Assigned task: Make an exact copy of the entries below and leave any picture out of it.
┌──
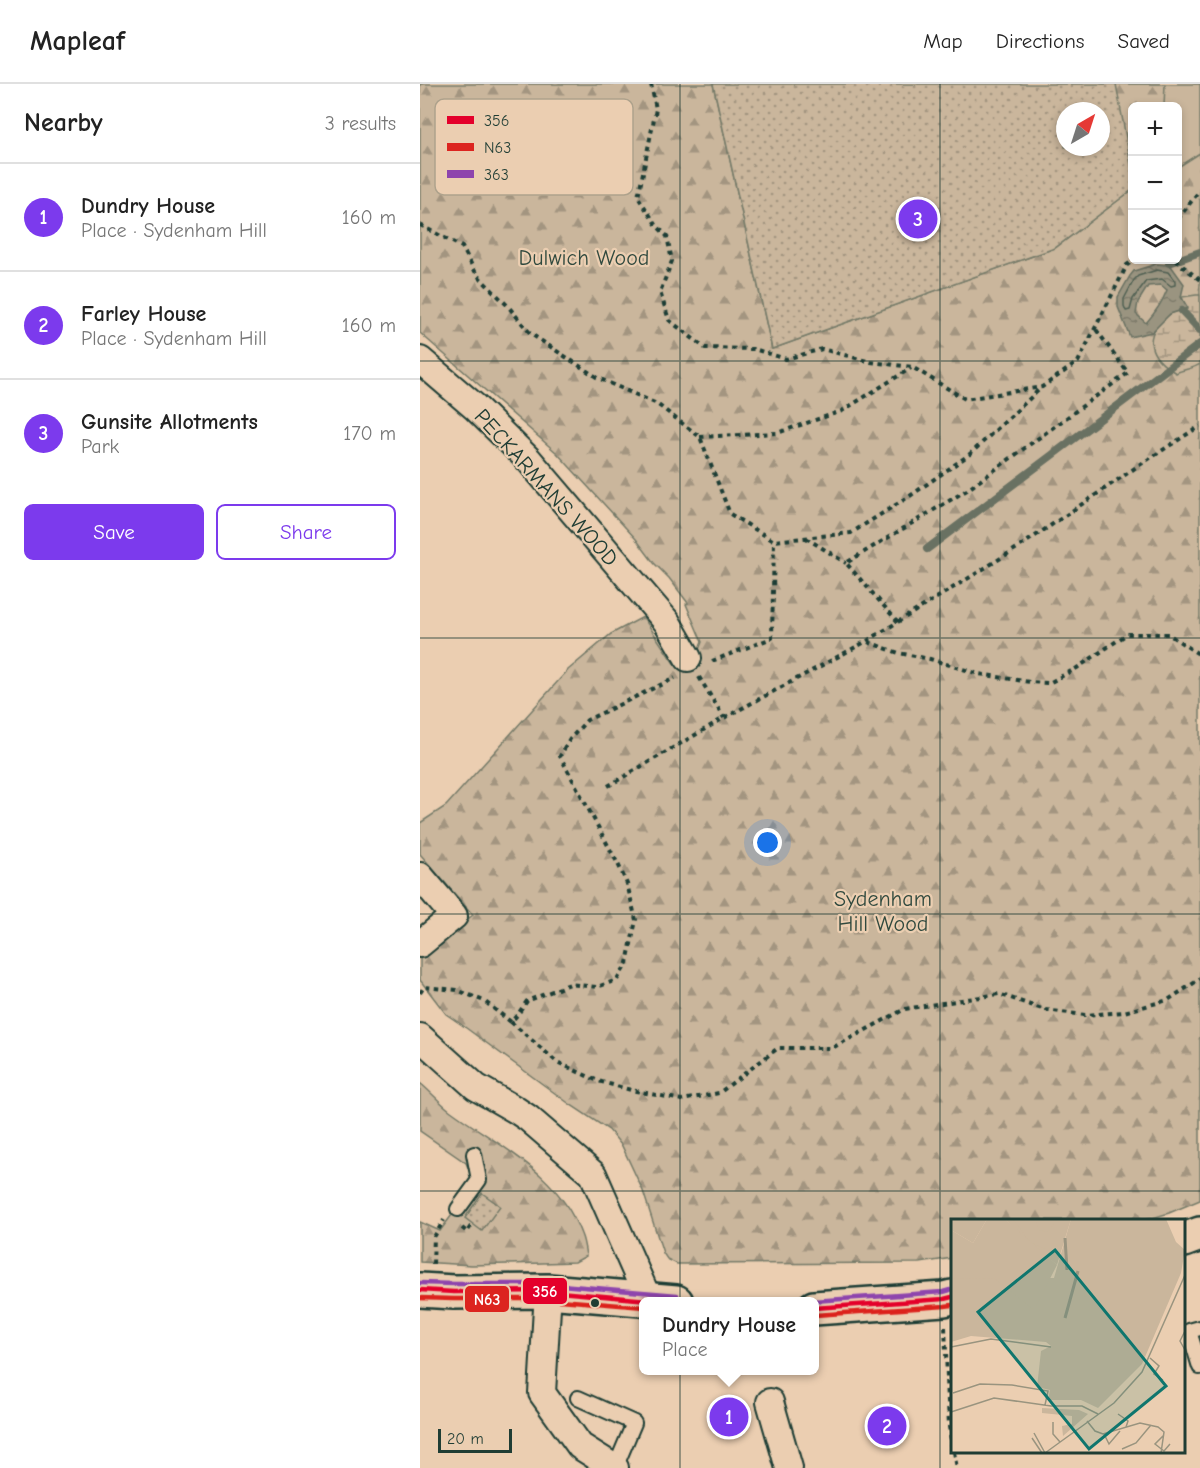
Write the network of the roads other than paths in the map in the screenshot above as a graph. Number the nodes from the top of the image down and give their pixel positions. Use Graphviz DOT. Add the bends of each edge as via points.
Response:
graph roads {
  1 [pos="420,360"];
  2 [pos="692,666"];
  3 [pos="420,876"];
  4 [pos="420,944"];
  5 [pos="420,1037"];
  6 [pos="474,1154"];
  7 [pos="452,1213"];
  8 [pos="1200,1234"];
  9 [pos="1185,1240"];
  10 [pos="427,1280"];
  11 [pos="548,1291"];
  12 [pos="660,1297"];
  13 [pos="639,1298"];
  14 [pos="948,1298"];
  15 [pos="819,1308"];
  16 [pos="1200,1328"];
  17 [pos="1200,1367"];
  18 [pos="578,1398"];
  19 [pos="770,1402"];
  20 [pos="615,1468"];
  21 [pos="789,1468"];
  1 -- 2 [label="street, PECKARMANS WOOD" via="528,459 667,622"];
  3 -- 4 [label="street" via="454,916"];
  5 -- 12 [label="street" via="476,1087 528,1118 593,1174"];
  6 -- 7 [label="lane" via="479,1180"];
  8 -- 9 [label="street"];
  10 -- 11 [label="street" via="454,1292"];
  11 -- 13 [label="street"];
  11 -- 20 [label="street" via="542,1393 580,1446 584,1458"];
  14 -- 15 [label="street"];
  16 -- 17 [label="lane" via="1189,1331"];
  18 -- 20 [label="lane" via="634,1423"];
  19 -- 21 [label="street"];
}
└──
Written answer:
Write the network of the roads other than paths in the map in the screenshot above as a graph. Number the nodes from the top of the image down and give their pixel positions. Use Graphviz DOT. Add the bends of each edge as via points.
Response:
graph roads {
  1 [pos="420,360"];
  2 [pos="692,666"];
  3 [pos="420,876"];
  4 [pos="420,944"];
  5 [pos="420,1037"];
  6 [pos="474,1154"];
  7 [pos="452,1213"];
  8 [pos="1200,1234"];
  9 [pos="1185,1240"];
  10 [pos="427,1280"];
  11 [pos="548,1291"];
  12 [pos="660,1297"];
  13 [pos="639,1298"];
  14 [pos="948,1298"];
  15 [pos="819,1308"];
  16 [pos="1200,1328"];
  17 [pos="1200,1367"];
  18 [pos="578,1398"];
  19 [pos="770,1402"];
  20 [pos="615,1468"];
  21 [pos="789,1468"];
  1 -- 2 [label="street, PECKARMANS WOOD" via="528,459 667,622"];
  3 -- 4 [label="street" via="454,916"];
  5 -- 12 [label="street" via="476,1087 528,1118 593,1174"];
  6 -- 7 [label="lane" via="479,1180"];
  8 -- 9 [label="street"];
  10 -- 11 [label="street" via="454,1292"];
  11 -- 13 [label="street"];
  11 -- 20 [label="street" via="542,1393 580,1446 584,1458"];
  14 -- 15 [label="street"];
  16 -- 17 [label="lane" via="1189,1331"];
  18 -- 20 [label="lane" via="634,1423"];
  19 -- 21 [label="street"];
}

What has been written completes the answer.